Just to make sure I've understood correctly.

You're saying we should ship this filename
  /usr/share/keyrings/debian-tag2upload.pgp

But still presumably containing the keyring in the gnupg-genereated
format we have it?

The package would be debian-tag2upload-keyring.deb, which devscripts
(the home of dscverify) would need to to Recommend.

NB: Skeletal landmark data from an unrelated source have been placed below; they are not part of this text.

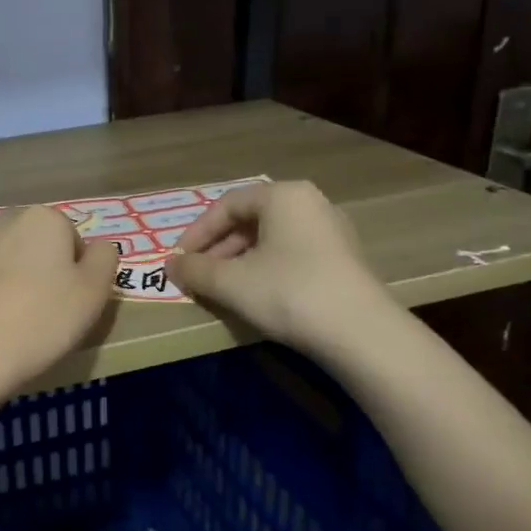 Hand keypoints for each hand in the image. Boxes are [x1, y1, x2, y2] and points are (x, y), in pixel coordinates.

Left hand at [0, 206, 119, 388]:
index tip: (71, 303)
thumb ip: (105, 259)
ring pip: (1, 260)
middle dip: (41, 270)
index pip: (72, 239)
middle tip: (45, 312)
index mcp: (44, 219)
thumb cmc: (43, 319)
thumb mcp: (94, 292)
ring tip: (13, 322)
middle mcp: (3, 221)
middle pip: (34, 244)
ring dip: (9, 280)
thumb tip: (99, 245)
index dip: (77, 272)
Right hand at [170, 180, 388, 349]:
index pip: (227, 205)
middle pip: (250, 220)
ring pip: (270, 239)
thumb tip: (170, 266)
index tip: (179, 260)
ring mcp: (331, 232)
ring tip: (221, 288)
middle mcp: (310, 203)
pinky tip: (254, 295)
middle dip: (217, 249)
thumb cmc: (288, 292)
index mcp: (283, 196)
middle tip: (197, 276)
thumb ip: (194, 270)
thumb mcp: (230, 282)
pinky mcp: (343, 260)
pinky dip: (264, 269)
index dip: (196, 233)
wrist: (360, 333)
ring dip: (238, 261)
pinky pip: (291, 254)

I've chatted with Sean a bit and I think we probably want this to be
its own source package.

Mmmm.

This particular key is not likely to need to change very often.  We
might choose to roll it over.  A more likely scenario is that we want
to do postquantum (but I believe that would need a new hardware
token).

These issues afflict dscverify(1) already.  I think we are happy if we
can achieve parity there with the situation for other source packages.
(In fact I think we'll do better in practice because this key changes
less.)

Perhaps we should consider if we want to extend the validity period on
the key, as published in this new .deb, before the trixie release.
But ISTM that key lifetime extension could be done via stable updates
(and even via LTS) but we probably want to minimise the amount of
churn.

Thanks,
Ian.

#1102125#60
Date:
2025-04-07 18:20:50 UTC
From:
To:
Ian Jackson dijo [Mon, Apr 07, 2025 at 06:59:36PM +0100]:

Yes. GnuPG generates OpenPGP-compliant keyrings. At some point we _did_
have blahblah-keyring.pgp and blahblah-keyring.gpg, because the v3 and v4
formats for pgp differed, and when v3 was purged (around the time I joined
the team), we stayed only with the *.gpg files. We should not be linking to
a specific implementation (GnuPG), but to the standard it uses
(OpenPGP). Specially now, as the GnuPG project is behaving in a roguish
way 😕

It makes sense IMO.

Makes sense FWIW. There are always further complications that can be added,
but one must know when to say "that's enough".